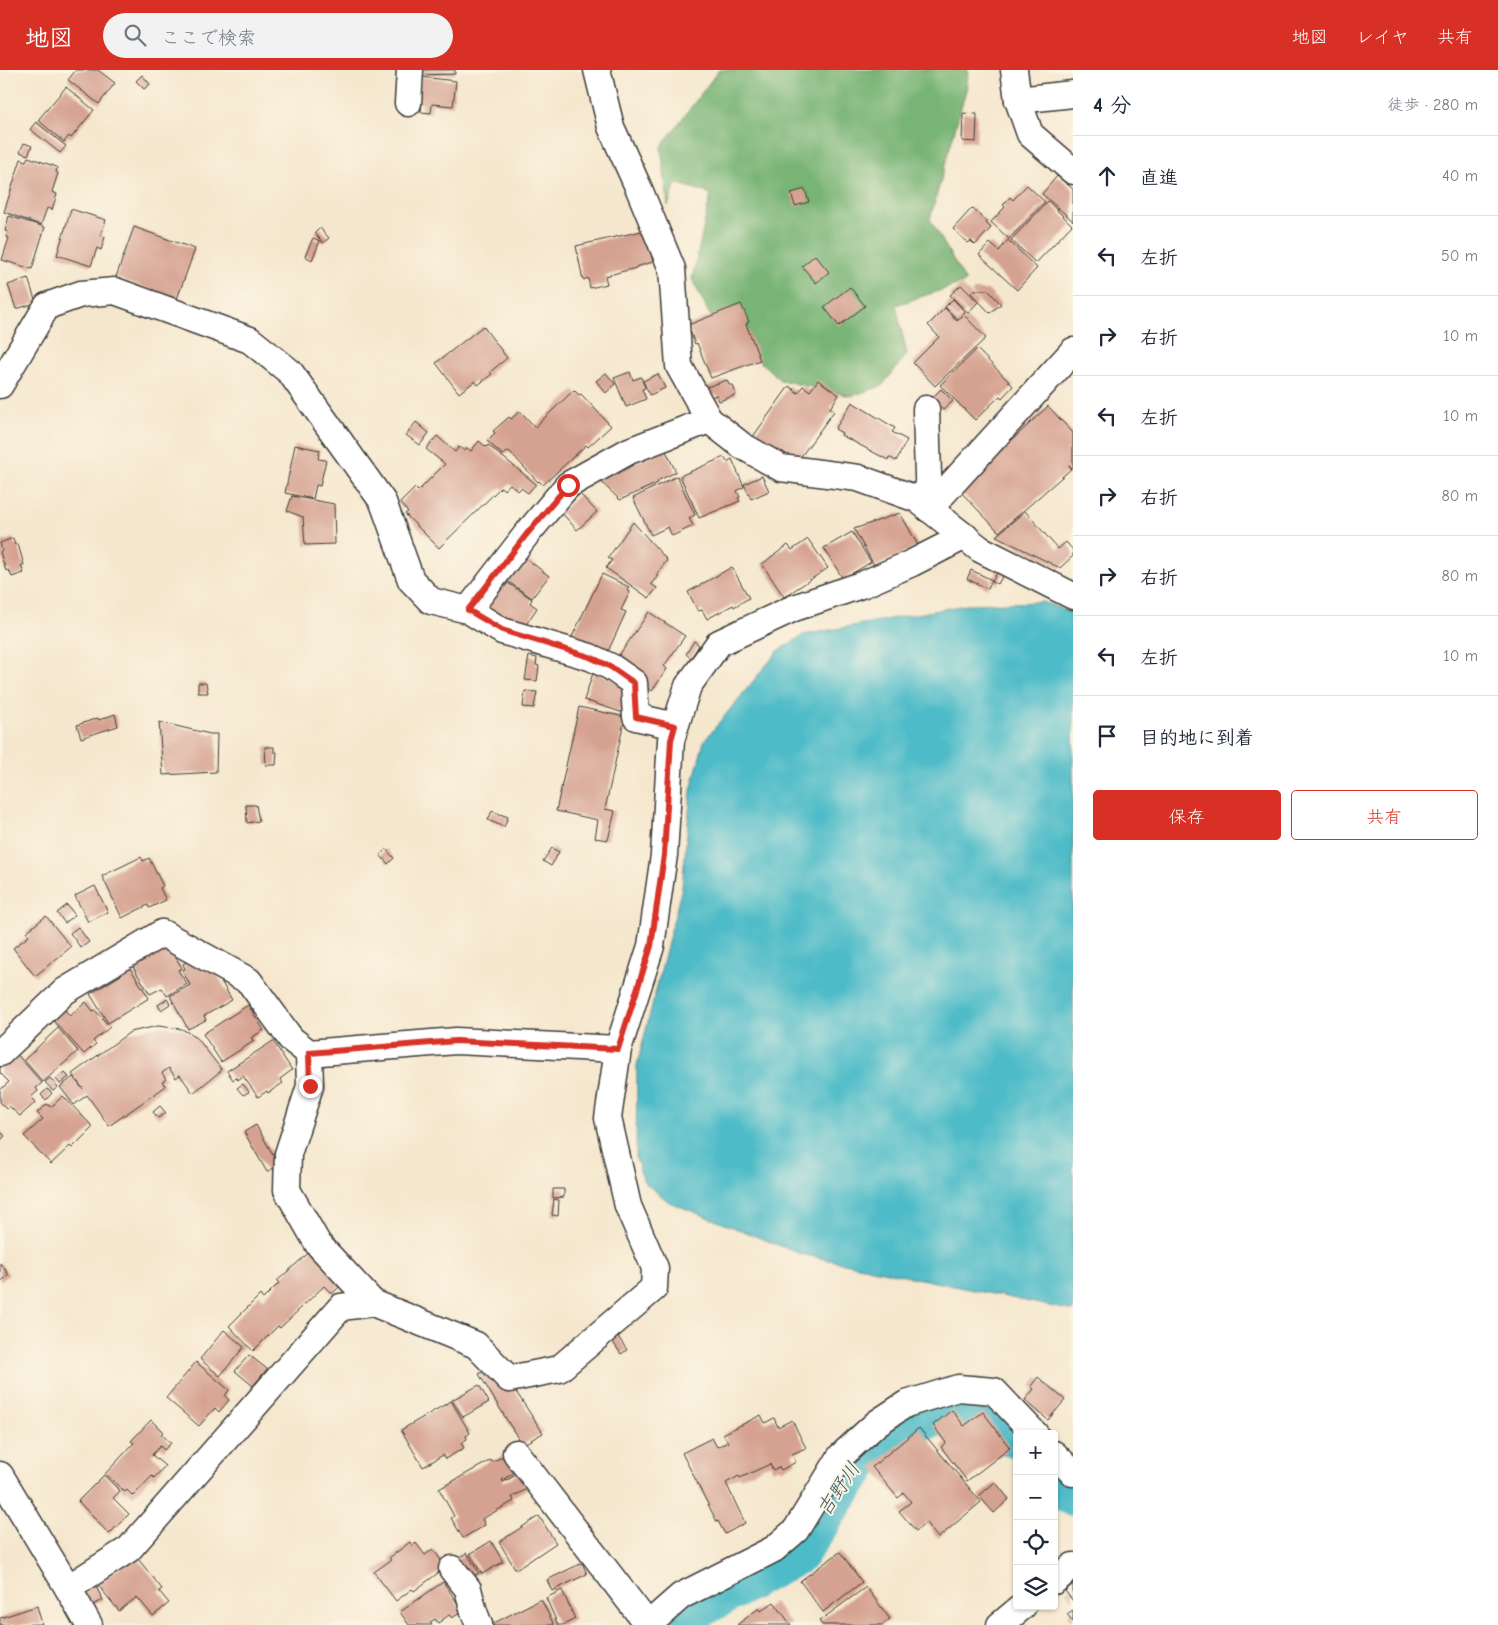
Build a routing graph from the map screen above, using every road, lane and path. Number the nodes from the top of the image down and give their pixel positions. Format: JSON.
{"nodes":[{"id":1,"x":410,"y":70,"type":"edge"},
{"id":2,"x":597,"y":70,"type":"edge"},
{"id":3,"x":1014,"y":70,"type":"edge"},
{"id":4,"x":1073,"y":94,"type":"edge"},
{"id":5,"x":1018,"y":100,"type":"junction"},
{"id":6,"x":408,"y":103,"type":"dead end"},
{"id":7,"x":1073,"y":172,"type":"edge"},
{"id":8,"x":1073,"y":351,"type":"edge"},
{"id":9,"x":0,"y":385,"type":"edge"},
{"id":10,"x":926,"y":409,"type":"dead end"},
{"id":11,"x":709,"y":420,"type":"junction"},
{"id":12,"x":929,"y":509,"type":"junction"},
{"id":13,"x":965,"y":536,"type":"junction"},
{"id":14,"x":1073,"y":596,"type":"edge"},
{"id":15,"x":468,"y":610,"type":"junction"},
{"id":16,"x":675,"y":726,"type":"junction"},
{"id":17,"x":618,"y":1049,"type":"junction"},
{"id":18,"x":0,"y":1053,"type":"edge"},
{"id":19,"x":309,"y":1053,"type":"junction"},
{"id":20,"x":373,"y":1303,"type":"junction"},
{"id":21,"x":1031,"y":1430,"type":"edge"},
{"id":22,"x":516,"y":1453,"type":"dead end"},
{"id":23,"x":1058,"y":1458,"type":"edge"},
{"id":24,"x":1073,"y":1473,"type":"edge"},
{"id":25,"x":0,"y":1475,"type":"edge"},
{"id":26,"x":1073,"y":1566,"type":"edge"},
{"id":27,"x":452,"y":1569,"type":"dead end"},
{"id":28,"x":1058,"y":1578,"type":"edge"},
{"id":29,"x":68,"y":1588,"type":"junction"},
{"id":30,"x":1018,"y":1610,"type":"edge"},
{"id":31,"x":89,"y":1625,"type":"edge"},
{"id":32,"x":479,"y":1625,"type":"edge"},
{"id":33,"x":648,"y":1625,"type":"edge"},
{"id":34,"x":1000,"y":1625,"type":"edge"}],
"edges":[{"from":1,"to":6,"type":"street"},
{"from":2,"to":11,"type":"street"},
{"from":3,"to":5,"type":"street"},
{"from":4,"to":5,"type":"street"},
{"from":5,"to":7,"type":"street"},
{"from":8,"to":12,"type":"street"},
{"from":9,"to":15,"type":"street"},
{"from":10,"to":12,"type":"street"},
{"from":11,"to":12,"type":"street"},
{"from":11,"to":15,"type":"street"},
{"from":12,"to":13,"type":"street"},
{"from":13,"to":14,"type":"street"},
{"from":13,"to":16,"type":"street"},
{"from":15,"to":16,"type":"street"},
{"from":16,"to":17,"type":"street"},
{"from":17,"to":19,"type":"street"},
{"from":17,"to":20,"type":"street"},
{"from":18,"to":19,"type":"street"},
{"from":19,"to":20,"type":"street"},
{"from":20,"to":29,"type":"street"},
{"from":21,"to":33,"type":"street"},
{"from":22,"to":33,"type":"street"},
{"from":23,"to":24,"type":"street"},
{"from":25,"to":29,"type":"street"},
{"from":26,"to":28,"type":"street"},
{"from":27,"to":32,"type":"street"},
{"from":29,"to":31,"type":"street"},
{"from":30,"to":34,"type":"street"}]}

————————

--- WORK TASK ---
Search the entries above for the word "dead", and copy every line where it occurs.

--- EXERCISE SOLUTION ---
{"id":6,"x":408,"y":103,"type":"dead end"},
{"id":10,"x":926,"y":409,"type":"dead end"},
{"id":22,"x":516,"y":1453,"type":"dead end"},
{"id":27,"x":452,"y":1569,"type":"dead end"},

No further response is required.